== Segment start ==

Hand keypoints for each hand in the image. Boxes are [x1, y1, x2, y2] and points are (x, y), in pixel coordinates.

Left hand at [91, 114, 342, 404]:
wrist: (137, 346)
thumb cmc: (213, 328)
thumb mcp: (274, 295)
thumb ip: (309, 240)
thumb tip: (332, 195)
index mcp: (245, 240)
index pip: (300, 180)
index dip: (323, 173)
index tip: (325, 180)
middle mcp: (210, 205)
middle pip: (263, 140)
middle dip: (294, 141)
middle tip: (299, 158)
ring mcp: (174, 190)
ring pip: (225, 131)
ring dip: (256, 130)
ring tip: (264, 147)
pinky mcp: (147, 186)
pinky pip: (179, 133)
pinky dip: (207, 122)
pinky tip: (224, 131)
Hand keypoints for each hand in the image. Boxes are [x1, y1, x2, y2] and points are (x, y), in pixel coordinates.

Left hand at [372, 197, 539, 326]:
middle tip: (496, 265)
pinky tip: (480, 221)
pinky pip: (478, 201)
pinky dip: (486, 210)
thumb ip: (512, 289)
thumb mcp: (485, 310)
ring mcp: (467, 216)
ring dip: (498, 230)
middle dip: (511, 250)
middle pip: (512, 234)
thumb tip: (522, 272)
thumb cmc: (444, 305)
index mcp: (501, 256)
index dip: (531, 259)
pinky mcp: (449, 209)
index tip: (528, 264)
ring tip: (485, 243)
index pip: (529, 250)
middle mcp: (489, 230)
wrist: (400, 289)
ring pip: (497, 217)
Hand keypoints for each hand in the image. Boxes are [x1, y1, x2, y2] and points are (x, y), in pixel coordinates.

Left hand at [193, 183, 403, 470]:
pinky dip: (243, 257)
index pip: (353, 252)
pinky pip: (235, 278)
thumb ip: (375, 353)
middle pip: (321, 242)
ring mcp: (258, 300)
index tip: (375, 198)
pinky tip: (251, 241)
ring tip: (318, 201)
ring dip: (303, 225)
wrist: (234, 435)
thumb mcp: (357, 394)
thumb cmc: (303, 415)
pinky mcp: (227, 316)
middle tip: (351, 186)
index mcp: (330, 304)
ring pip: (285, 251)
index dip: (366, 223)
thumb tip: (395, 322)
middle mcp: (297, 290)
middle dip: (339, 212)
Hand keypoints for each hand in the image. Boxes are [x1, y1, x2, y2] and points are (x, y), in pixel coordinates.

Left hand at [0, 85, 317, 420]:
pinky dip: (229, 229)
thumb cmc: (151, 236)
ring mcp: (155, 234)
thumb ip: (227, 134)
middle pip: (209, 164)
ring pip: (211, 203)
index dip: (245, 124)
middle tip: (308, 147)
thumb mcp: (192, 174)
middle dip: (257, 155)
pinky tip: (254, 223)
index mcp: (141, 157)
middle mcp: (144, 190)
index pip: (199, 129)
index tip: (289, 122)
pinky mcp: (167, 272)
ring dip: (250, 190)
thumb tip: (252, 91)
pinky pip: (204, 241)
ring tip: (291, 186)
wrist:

== Segment end ==

# [EXERCISE]
When you reach the line with "middle mcp: (297, 290)" in the records above, start writing out lines exactly, and stop once the line with "thumb mcp: (192, 174)" has been written; include nothing else.

# [EXERCISE RESULT]
middle mcp: (297, 290)
middle dip: (339, 212)
Hand keypoints for each hand in the image. Boxes are [x1, y1, x2, y2] and points are (x, y), in pixel coordinates.

Left hand at [0, 85, 317, 420]:
pinky dip: (229, 229)
thumb cmc: (151, 236)
ring mcp: (155, 234)
thumb ip: (227, 134)
middle pip: (209, 164)
ring pip: (211, 203)
index dip: (245, 124)
middle tip: (308, 147)
thumb mcp: (192, 174)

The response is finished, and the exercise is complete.